Exercise prompt:
From the records below, take each line where the string "Катюшки" shows up and copy it.

· · · · ·

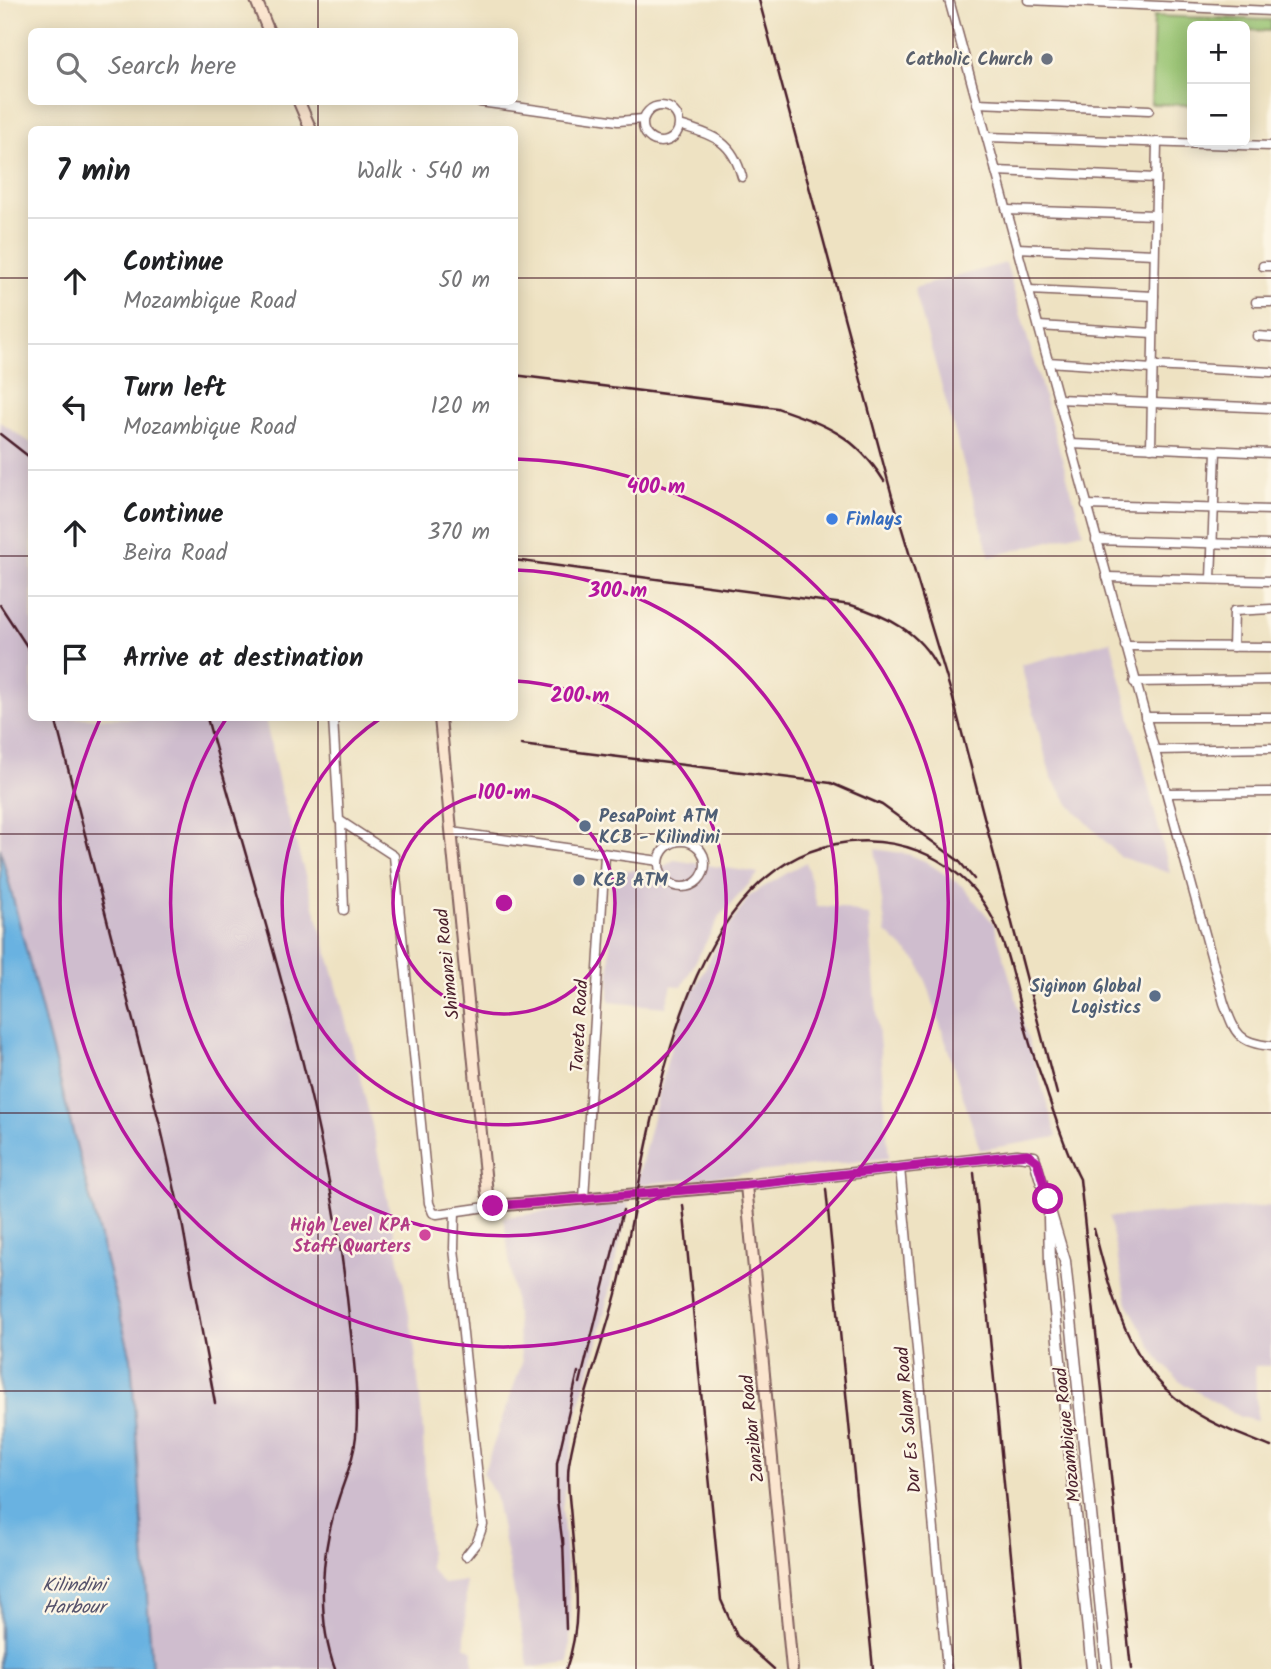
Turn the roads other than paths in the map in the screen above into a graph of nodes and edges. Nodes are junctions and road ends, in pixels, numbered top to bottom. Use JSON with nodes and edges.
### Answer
{"nodes":[{"id":1,"x":256,"y":0,"type":"edge"},
{"id":2,"x":949,"y":0,"type":"edge"},
{"id":3,"x":1028,"y":0,"type":"edge"},
{"id":4,"x":1075,"y":1,"type":"edge"},
{"id":5,"x":1198,"y":4,"type":"edge"},
{"id":6,"x":1271,"y":11,"type":"edge"},
{"id":7,"x":267,"y":28,"type":"edge"},
{"id":8,"x":977,"y":103,"type":"junction"},
{"id":9,"x":300,"y":105,"type":"edge"},
{"id":10,"x":502,"y":105,"type":"edge"},
{"id":11,"x":1149,"y":110,"type":"dead end"},
{"id":12,"x":643,"y":119,"type":"junction"},
{"id":13,"x":680,"y":125,"type":"junction"},
{"id":14,"x":309,"y":126,"type":"edge"},
{"id":15,"x":987,"y":137,"type":"junction"},
{"id":16,"x":1157,"y":142,"type":"junction"},
{"id":17,"x":1271,"y":146,"type":"edge"},
{"id":18,"x":996,"y":171,"type":"junction"},
{"id":19,"x":742,"y":177,"type":"dead end"},
{"id":20,"x":1156,"y":178,"type":"junction"},
{"id":21,"x":1007,"y":210,"type":"junction"},
{"id":22,"x":1155,"y":215,"type":"junction"},
{"id":23,"x":1017,"y":248,"type":"junction"},
{"id":24,"x":1154,"y":254,"type":"junction"},
{"id":25,"x":1029,"y":290,"type":"junction"},
{"id":26,"x":1154,"y":296,"type":"junction"},
{"id":27,"x":1256,"y":302,"type":"dead end"},
{"id":28,"x":1271,"y":302,"type":"edge"},
{"id":29,"x":1038,"y":326,"type":"junction"},
{"id":30,"x":1153,"y":332,"type":"junction"},
{"id":31,"x":1258,"y":336,"type":"dead end"},
{"id":32,"x":1271,"y":337,"type":"edge"},
{"id":33,"x":1048,"y":362,"type":"junction"},
{"id":34,"x":1152,"y":367,"type":"junction"},
{"id":35,"x":1271,"y":372,"type":"edge"},
{"id":36,"x":1058,"y":399,"type":"junction"},
{"id":37,"x":1152,"y":403,"type":"junction"},
{"id":38,"x":1271,"y":408,"type":"edge"},
{"id":39,"x":1071,"y":444,"type":"junction"},
{"id":40,"x":1151,"y":448,"type":"junction"},
{"id":41,"x":1216,"y":451,"type":"junction"},
{"id":42,"x":1271,"y":453,"type":"edge"},
{"id":43,"x":1086,"y":505,"type":"junction"},
{"id":44,"x":1214,"y":508,"type":"junction"},
{"id":45,"x":1271,"y":510,"type":"edge"},
{"id":46,"x":1096,"y":540,"type":"junction"},
{"id":47,"x":1213,"y":544,"type":"junction"},
{"id":48,"x":1271,"y":545,"type":"edge"},
{"id":49,"x":1107,"y":576,"type":"junction"},
{"id":50,"x":1211,"y":579,"type":"junction"},
{"id":51,"x":1271,"y":580,"type":"edge"},
{"id":52,"x":1271,"y":609,"type":"edge"},
{"id":53,"x":1125,"y":646,"type":"junction"},
{"id":54,"x":1233,"y":647,"type":"junction"},
{"id":55,"x":1271,"y":647,"type":"edge"},
{"id":56,"x":1271,"y":680,"type":"edge"},
{"id":57,"x":1134,"y":682,"type":"junction"},
{"id":58,"x":1271,"y":717,"type":"edge"},
{"id":59,"x":1145,"y":718,"type":"junction"},
{"id":60,"x":333,"y":721,"type":"edge"},
{"id":61,"x":440,"y":721,"type":"edge"},
{"id":62,"x":1271,"y":748,"type":"edge"},
{"id":63,"x":1155,"y":750,"type":"junction"},
{"id":64,"x":1271,"y":792,"type":"edge"},
{"id":65,"x":1167,"y":793,"type":"junction"},
{"id":66,"x":341,"y":823,"type":"junction"},
{"id":67,"x":451,"y":832,"type":"junction"},
{"id":68,"x":604,"y":855,"type":"junction"},
{"id":69,"x":659,"y":861,"type":"junction"},
{"id":70,"x":344,"y":910,"type":"dead end"},
{"id":71,"x":1271,"y":1046,"type":"edge"},
{"id":72,"x":900,"y":1168,"type":"junction"},
{"id":73,"x":746,"y":1185,"type":"junction"},
{"id":74,"x":584,"y":1199,"type":"junction"},
{"id":75,"x":1048,"y":1199,"type":"junction"},
{"id":76,"x":493,"y":1206,"type":"junction"},
{"id":77,"x":455,"y":1212,"type":"junction"},
{"id":78,"x":466,"y":1556,"type":"dead end"},
{"id":79,"x":792,"y":1669,"type":"edge"},
{"id":80,"x":947,"y":1669,"type":"edge"},
{"id":81,"x":1092,"y":1669,"type":"edge"},
{"id":82,"x":1107,"y":1669,"type":"edge"}],
"edges":[{"from":1,"to":7,"type":"main road"},
{"from":2,"to":8,"type":"street"},
{"from":3,"to":4,"type":"street"},
{"from":4,"to":5,"type":"street"},
{"from":5,"to":6,"type":"street"},
{"from":8,"to":11,"type":"street"},
{"from":8,"to":15,"type":"street"},
{"from":9,"to":14,"type":"main road"},
{"from":10,"to":12,"type":"street"},
{"from":12,"to":13,"type":"street"},
{"from":12,"to":13,"type":"street"},
{"from":13,"to":19,"type":"street"},
{"from":15,"to":16,"type":"street"},
{"from":15,"to":18,"type":"street"},
{"from":16,"to":17,"type":"street"},
{"from":16,"to":20,"type":"street"},
{"from":18,"to":20,"type":"street"},
{"from":18,"to":21,"type":"street"},
{"from":20,"to":22,"type":"street"},
{"from":21,"to":22,"type":"street"},
{"from":21,"to":23,"type":"street"},
{"from":22,"to":24,"type":"street"},
{"from":23,"to":24,"type":"street"},
{"from":23,"to":25,"type":"street"},
{"from":24,"to":26,"type":"street"},
{"from":25,"to":26,"type":"street"},
{"from":25,"to":29,"type":"street"},
{"from":26,"to":30,"type":"street"},
{"from":27,"to":28,"type":"street"},
{"from":29,"to":30,"type":"street"},
{"from":29,"to":33,"type":"street"},
{"from":30,"to":34,"type":"street"},
{"from":31,"to":32,"type":"street"},
{"from":33,"to":34,"type":"street"},
{"from":33,"to":36,"type":"street"},
{"from":34,"to":35,"type":"street"},
{"from":34,"to":37,"type":"street"},
{"from":36,"to":37,"type":"street"},
{"from":36,"to":39,"type":"street"},
{"from":37,"to":38,"type":"street"},
{"from":37,"to":40,"type":"street"},
{"from":39,"to":40,"type":"street"},
{"from":39,"to":43,"type":"street"},
{"from":40,"to":41,"type":"street"},
{"from":41,"to":42,"type":"street"},
{"from":41,"to":44,"type":"street"},
{"from":43,"to":44,"type":"street"},
{"from":43,"to":46,"type":"street"},
{"from":44,"to":45,"type":"street"},
{"from":44,"to":47,"type":"street"},
{"from":46,"to":47,"type":"street"},
{"from":46,"to":49,"type":"street"},
{"from":47,"to":48,"type":"street"},
{"from":47,"to":50,"type":"street"},
{"from":49,"to":50,"type":"street"},
{"from":49,"to":53,"type":"street"},
{"from":50,"to":51,"type":"street"},
{"from":52,"to":54,"type":"street"},
{"from":53,"to":54,"type":"street"},
{"from":53,"to":57,"type":"street"},
{"from":54,"to":55,"type":"street"},
{"from":56,"to":57,"type":"street"},
{"from":57,"to":59,"type":"street"},
{"from":58,"to":59,"type":"street"},
{"from":59,"to":63,"type":"street"},
{"from":60,"to":66,"type":"street"},
{"from":61,"to":67,"type":"main road","name":"Shimanzi Road"},
{"from":62,"to":63,"type":"street"},
{"from":63,"to":65,"type":"street"},
{"from":64,"to":65,"type":"street"},
{"from":65,"to":71,"type":"street"},
{"from":66,"to":70,"type":"street"},
{"from":66,"to":77,"type":"street"},
{"from":67,"to":68,"type":"street"},
{"from":67,"to":76,"type":"main road","name":"Shimanzi Road"},
{"from":68,"to":69,"type":"street"},
{"from":68,"to":74,"type":"street","name":"Taveta Road"},
{"from":69,"to":69,"type":"street"},
{"from":72,"to":73,"type":"street","name":"Mozambique Road"},
{"from":72,"to":75,"type":"street","name":"Mozambique Road"},
{"from":72,"to":80,"type":"street","name":"Dar Es Salam Road"},
{"from":73,"to":74,"type":"main road"},
{"from":73,"to":79,"type":"main road","name":"Zanzibar Road"},
{"from":74,"to":76,"type":"main road"},
{"from":75,"to":81,"type":"street","name":"Mozambique Road"},
{"from":75,"to":82,"type":"street","name":"Mozambique Road"},
{"from":76,"to":77,"type":"street"},
{"from":77,"to":78,"type":"street"}]}
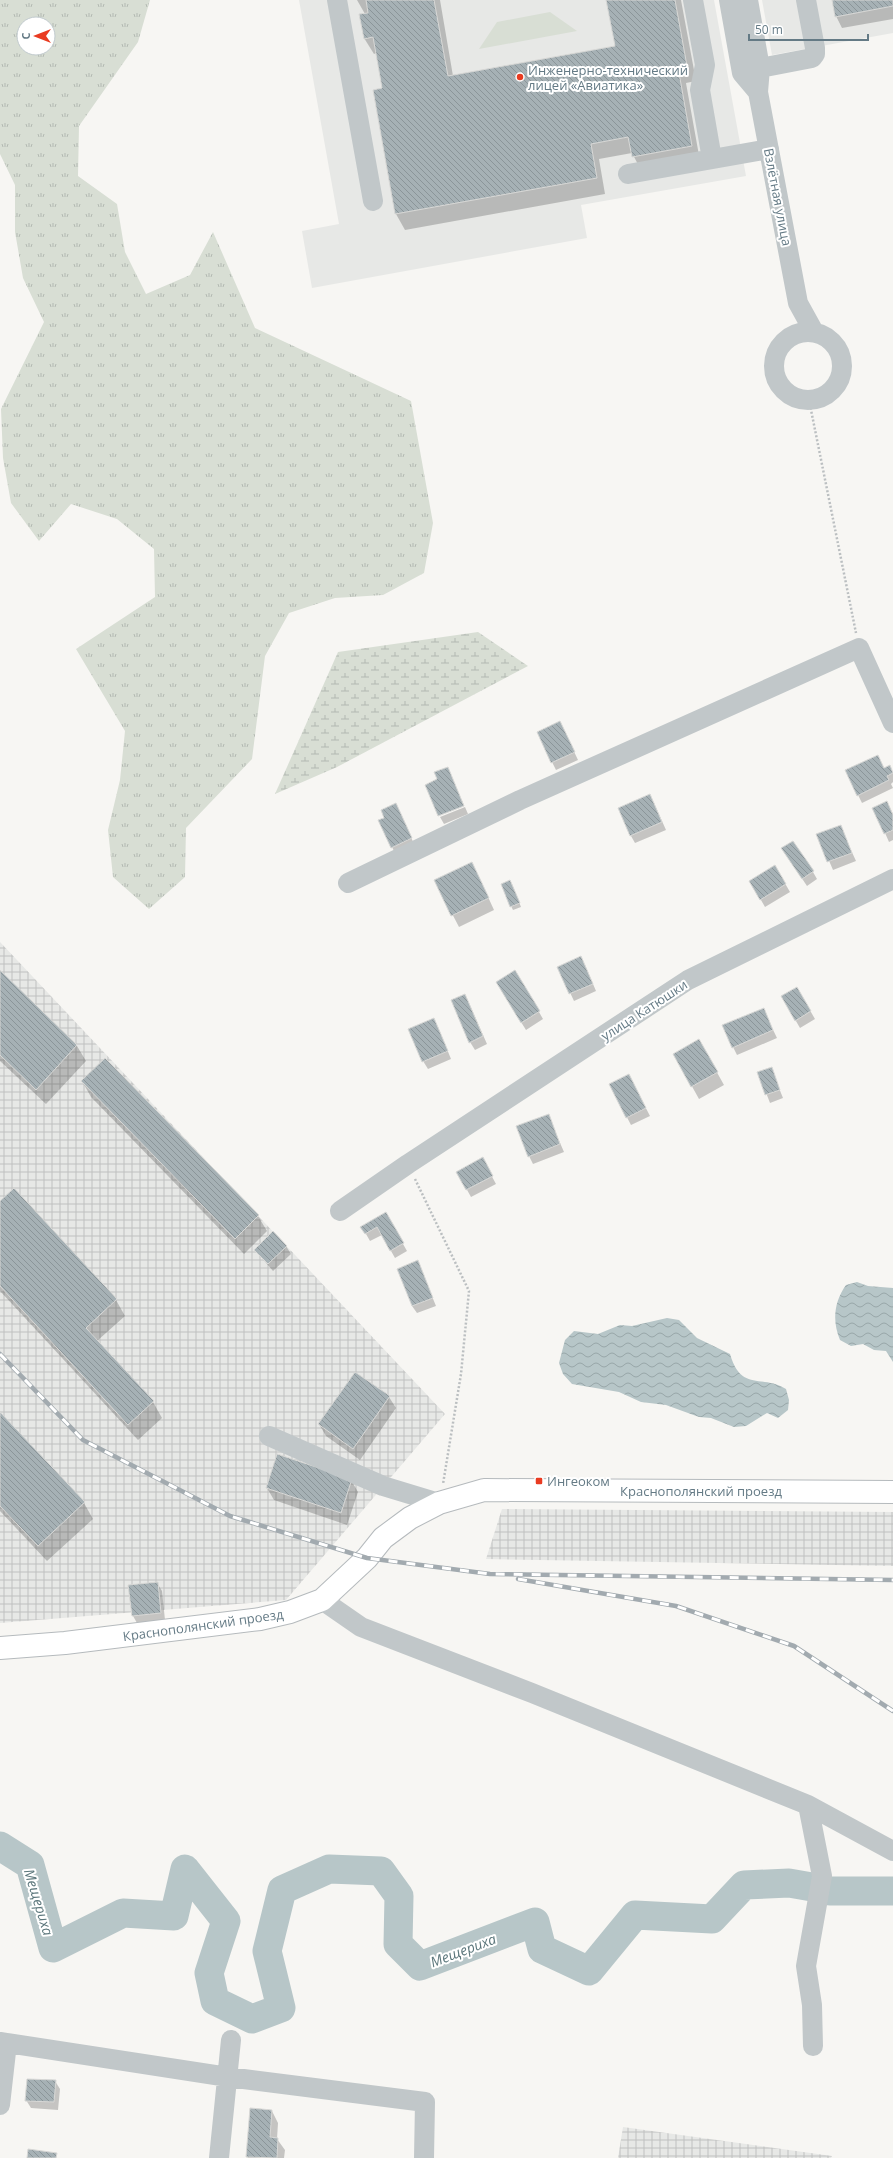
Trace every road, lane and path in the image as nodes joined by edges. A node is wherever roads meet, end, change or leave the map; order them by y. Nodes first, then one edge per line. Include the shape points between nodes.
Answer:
1 (336, 0) edge
2 (693, 0) edge
3 (729, 0) edge
4 (748, 0) edge
5 (806, 0) edge
6 (760, 68) junction
7 (758, 92) junction
8 (769, 149) junction
9 (712, 159) junction
10 (628, 174) dead end
11 (373, 201) dead end
12 (798, 303) junction
13 (814, 332) junction
14 (792, 336) junction
15 (809, 400) junction
16 (859, 648) junction
17 (893, 723) edge
18 (893, 879) edge
19 (348, 883) dead end
20 (408, 1164) junction
21 (340, 1211) dead end
22 (269, 1436) dead end
23 (893, 1492) edge
24 (439, 1503) junction
25 (322, 1600) junction
26 (0, 1648) edge
27 (808, 1805) junction
28 (893, 1851) edge
29 (231, 2040) dead end
30 (3, 2043) edge
31 (813, 2046) dead end
32 (228, 2077) junction
33 (0, 2105) edge
34 (219, 2158) edge
35 (424, 2158) edge

1 - 11 street
2 - 9 street via 705,65 700,90
3 - 7 street, Взлётная улица via 742,73
4 - 6 street, Взлётная улица
5 - 6 street via 815,54 812,58
6 - 7 street, Взлётная улица
7 - 8 street, Взлётная улица
8 - 9 street
8 - 12 street, Взлётная улица
9 - 10 street
12 - 13 street
12 - 14 street
13 - 14 street
13 - 15 street via 833,343 842,363 841,374 833,388 820,398
14 - 15 street via 777,352 774,363 775,375 788,393
15 - 16 path
16 - 17 street
16 - 19 street via 527,797
18 - 20 street, улица Катюшки via 688,980
20 - 21 street, улица Катюшки
20 - 24 path via 469,1291 461,1374
22 - 24 street via 383,1486
23 - 24 main road, Краснополянский проезд via 484,1490
24 - 25 main road, Краснополянский проезд via 410,1518 383,1538 367,1558
25 - 26 main road, Краснополянский проезд via 290,1612 260,1618 65,1643
25 - 27 street via 361,1627
27 - 28 street
27 - 31 street via 822,1876 806,1966 812,2005
29 - 32 street
30 - 32 street
30 - 33 street
32 - 34 street
32 - 35 street via 425,2102

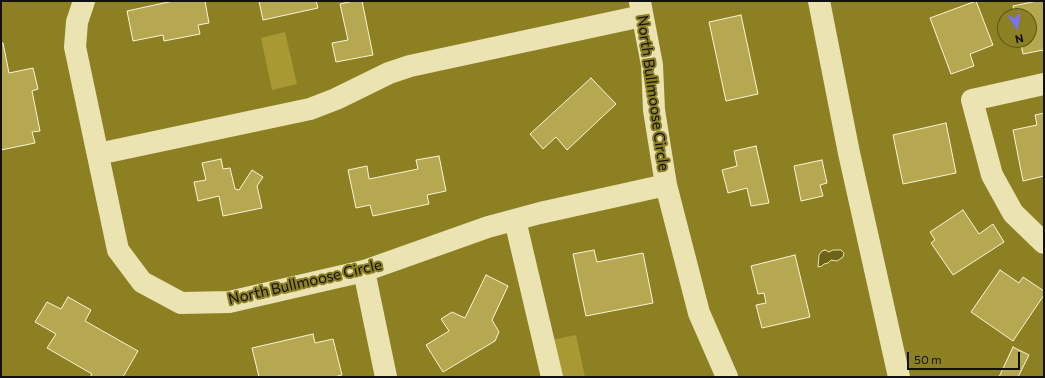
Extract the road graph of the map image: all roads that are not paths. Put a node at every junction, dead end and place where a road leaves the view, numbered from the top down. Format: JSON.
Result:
{"nodes":[{"id":1,"x":84,"y":1,"type":"edge"},
{"id":2,"x":819,"y":1,"type":"edge"},
{"id":3,"x":641,"y":8,"type":"edge"},
{"id":4,"x":1044,"y":84,"type":"edge"},
{"id":5,"x":98,"y":154,"type":"junction"},
{"id":6,"x":666,"y":185,"type":"junction"},
{"id":7,"x":515,"y":220,"type":"junction"},
{"id":8,"x":1044,"y":243,"type":"edge"},
{"id":9,"x":364,"y":271,"type":"junction"},
{"id":10,"x":724,"y":376,"type":"edge"},
{"id":11,"x":386,"y":377,"type":"edge"},
{"id":12,"x":552,"y":377,"type":"edge"},
{"id":13,"x":899,"y":377,"type":"edge"}],
"edges":[{"from":1,"to":5,"type":"street","name":"North Bullmoose Circle"},
{"from":2,"to":13,"type":"street"},
{"from":3,"to":5,"type":"street"},
{"from":3,"to":6,"type":"street","name":"North Bullmoose Circle"},
{"from":4,"to":8,"type":"street"},
{"from":5,"to":9,"type":"street","name":"North Bullmoose Circle"},
{"from":6,"to":7,"type":"street","name":"North Bullmoose Circle"},
{"from":6,"to":10,"type":"street"},
{"from":7,"to":9,"type":"street","name":"North Bullmoose Circle"},
{"from":7,"to":12,"type":"street"},
{"from":9,"to":11,"type":"street"}]}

· · · · ·

Response below:
18 - 20 street, улица Катюшки via 688,980
20 - 21 street, улица Катюшки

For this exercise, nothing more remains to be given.